Like ground dust or worn velvet, these granular surfaces, eroded by excessive and delicate touch, glow with different kinds of light. Incandescent – electric – oceanic – dank. Indeterminate pictures emerge from deep within like stains or bruises. A stitched pocket, a bow and arrow, a stretched batwing. Imagery and the substance of paint continually corrode and ignite one another. They charge each other with power whilst mutually eating and depleting each other, producing an entwined ghostly aura, a melancholic trace of attachment. 

 

In her enigmatic compositions, human and non-human bodies and natural systems appear suspended between translucent papery layers of paint like tissue. The bodily productions of living beings – their nurturing protective jellies, silks and secretions – become entwined with the development of the image-surface. Birch returns repeatedly to caging and softness: spider webs, soundwaves, frog spawn, clothing. Lenient yielding forms and supple structures that cradle and engulf.

 

Tactile, intimately applied paint is manipulated with fingers, like make-up, scrubbed in, bathed and wiped away. Layers are compressed into one another, forcing sequence into a cohesive and co-determinate simultaneity. Dry oil rubbed into the surface excavates impressions of previously placed forms and marks. The porosity and transparency of the overly touched paint produces vibrating sensations of weightless submersion. A flatness that can be entered.

 

In Side Splitting, golden and bruised folds ripple beneath two webs strung together, connecting the edges of the rectangle. Fine and precise threads dissect the surface with an overlaid grid that, in places, burns and fades like bleach. Trapped behind this collaged web, there is movement. Obstructed by the shifting optical effects of the spiralling architecture, something bulges and billows below, struggling to take form.

 

The paintings hover on cusps of transformation, skirting thresholds of expression and recognition. Drawings overlap and combine on the canvas, circling their subject, focussing and changing it, becoming intuitively generative and associative.
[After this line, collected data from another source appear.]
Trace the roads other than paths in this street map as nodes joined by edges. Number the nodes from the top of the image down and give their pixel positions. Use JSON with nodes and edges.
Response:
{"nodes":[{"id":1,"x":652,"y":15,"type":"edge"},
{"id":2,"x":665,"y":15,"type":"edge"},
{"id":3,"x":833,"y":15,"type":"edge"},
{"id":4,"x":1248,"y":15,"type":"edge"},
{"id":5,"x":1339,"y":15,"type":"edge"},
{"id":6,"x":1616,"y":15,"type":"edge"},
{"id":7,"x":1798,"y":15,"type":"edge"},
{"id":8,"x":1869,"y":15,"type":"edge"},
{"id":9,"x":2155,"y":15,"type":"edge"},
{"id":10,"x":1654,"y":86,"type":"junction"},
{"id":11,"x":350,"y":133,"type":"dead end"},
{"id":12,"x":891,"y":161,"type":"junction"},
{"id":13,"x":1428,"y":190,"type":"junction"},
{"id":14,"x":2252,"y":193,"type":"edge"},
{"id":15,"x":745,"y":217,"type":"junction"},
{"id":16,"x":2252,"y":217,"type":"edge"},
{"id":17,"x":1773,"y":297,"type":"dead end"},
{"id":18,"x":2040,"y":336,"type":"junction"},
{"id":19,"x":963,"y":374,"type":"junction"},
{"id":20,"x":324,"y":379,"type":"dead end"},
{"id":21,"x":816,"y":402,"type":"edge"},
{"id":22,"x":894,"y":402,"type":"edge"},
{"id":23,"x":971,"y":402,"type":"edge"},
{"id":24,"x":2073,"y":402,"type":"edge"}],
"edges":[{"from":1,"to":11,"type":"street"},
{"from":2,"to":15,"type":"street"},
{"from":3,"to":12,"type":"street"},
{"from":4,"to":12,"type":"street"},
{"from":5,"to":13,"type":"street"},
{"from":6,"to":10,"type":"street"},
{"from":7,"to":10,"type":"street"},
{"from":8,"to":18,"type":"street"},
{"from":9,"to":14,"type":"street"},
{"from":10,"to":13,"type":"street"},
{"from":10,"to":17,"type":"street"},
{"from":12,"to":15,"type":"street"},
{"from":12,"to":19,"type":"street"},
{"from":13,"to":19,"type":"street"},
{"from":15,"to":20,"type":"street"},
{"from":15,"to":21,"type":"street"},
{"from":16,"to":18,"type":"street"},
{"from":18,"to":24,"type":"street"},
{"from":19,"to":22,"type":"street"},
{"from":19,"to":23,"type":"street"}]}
The states of metamorphic change suggested in their imagery are sometimes extended into an exploration of the digestive processes of language and meaning. In places, instructive, script-like or diagrammatic forms are incorporated. In Press a series of notations showing the positions of a toad’s tongue are stacked like a tower of hieroglyphs, enacting a kind of forlorn desire to describe the elusive croak of the dead toad.

 

By reaching out to different types of language as a way to appeal to different sensitivities, the painting’s hone in on this desire to distil and express. In Active Listening, drawings from models of the inner ear combine with stages of the progression of a winged creature from resting to flight. Minute marks glance across the surface in silvery streaks, rebounding against the edges of the rectangle as if mapping out the space. Deeper reverberating forms create a lapsing sense of time as they unfurl and propel across dimensions. The minimal range of colours, that continuously pick up and muddy one another, create a pulsating blending and separating of hue. Through the deep-sea blue, a slightly illogical glimmer feels heavenly, bodily and watery; spatial, temporal and illusory. This low glow, which comes from the luminosity of the painting’s ground, appears across the works – rendering their worlds inexplicit and undefined and indivisible.